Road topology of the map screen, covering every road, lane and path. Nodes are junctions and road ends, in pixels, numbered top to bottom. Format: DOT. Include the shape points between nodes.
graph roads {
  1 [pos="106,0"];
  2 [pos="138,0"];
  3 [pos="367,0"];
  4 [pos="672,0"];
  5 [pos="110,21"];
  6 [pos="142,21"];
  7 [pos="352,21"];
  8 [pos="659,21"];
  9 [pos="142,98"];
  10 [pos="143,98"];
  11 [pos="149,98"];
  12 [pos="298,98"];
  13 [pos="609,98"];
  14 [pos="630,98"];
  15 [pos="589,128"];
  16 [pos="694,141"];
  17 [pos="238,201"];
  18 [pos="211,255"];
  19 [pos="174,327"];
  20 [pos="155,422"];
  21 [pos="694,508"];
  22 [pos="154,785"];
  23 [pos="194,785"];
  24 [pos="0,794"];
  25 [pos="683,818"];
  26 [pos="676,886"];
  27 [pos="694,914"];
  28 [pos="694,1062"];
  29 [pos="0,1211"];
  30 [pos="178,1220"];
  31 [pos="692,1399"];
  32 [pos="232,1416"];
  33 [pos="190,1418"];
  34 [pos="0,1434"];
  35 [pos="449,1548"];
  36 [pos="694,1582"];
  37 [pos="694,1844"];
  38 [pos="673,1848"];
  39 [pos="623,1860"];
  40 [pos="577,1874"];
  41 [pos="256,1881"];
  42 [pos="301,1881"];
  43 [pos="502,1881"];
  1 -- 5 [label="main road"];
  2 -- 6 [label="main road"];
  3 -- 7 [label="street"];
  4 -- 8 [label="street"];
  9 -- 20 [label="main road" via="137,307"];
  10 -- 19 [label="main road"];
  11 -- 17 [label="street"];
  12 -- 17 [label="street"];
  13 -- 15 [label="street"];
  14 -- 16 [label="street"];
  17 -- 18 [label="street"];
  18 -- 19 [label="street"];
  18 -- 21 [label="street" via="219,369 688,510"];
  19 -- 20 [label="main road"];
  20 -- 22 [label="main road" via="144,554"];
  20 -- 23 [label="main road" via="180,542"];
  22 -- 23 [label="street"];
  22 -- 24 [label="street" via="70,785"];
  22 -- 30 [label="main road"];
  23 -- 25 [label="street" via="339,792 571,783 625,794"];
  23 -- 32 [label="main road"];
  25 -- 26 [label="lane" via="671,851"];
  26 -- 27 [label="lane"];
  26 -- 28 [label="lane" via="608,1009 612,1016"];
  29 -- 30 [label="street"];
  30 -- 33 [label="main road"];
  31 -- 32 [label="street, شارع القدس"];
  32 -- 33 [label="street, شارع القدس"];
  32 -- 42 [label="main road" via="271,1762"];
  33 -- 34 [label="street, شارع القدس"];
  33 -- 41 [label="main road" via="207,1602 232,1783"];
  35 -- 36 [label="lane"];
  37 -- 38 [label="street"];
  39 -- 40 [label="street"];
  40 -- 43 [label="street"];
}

|---|

# Exercise
Check all the records above and select each line where the string "lane" is found.

# Your response
Road topology of the map screen, covering every road, lane and path. Nodes are junctions and road ends, in pixels, numbered top to bottom. Format: DOT. Include the shape points between nodes.
  25 -- 26 [label="lane" via="671,851"];
  26 -- 27 [label="lane"];
  26 -- 28 [label="lane" via="608,1009 612,1016"];
  35 -- 36 [label="lane"];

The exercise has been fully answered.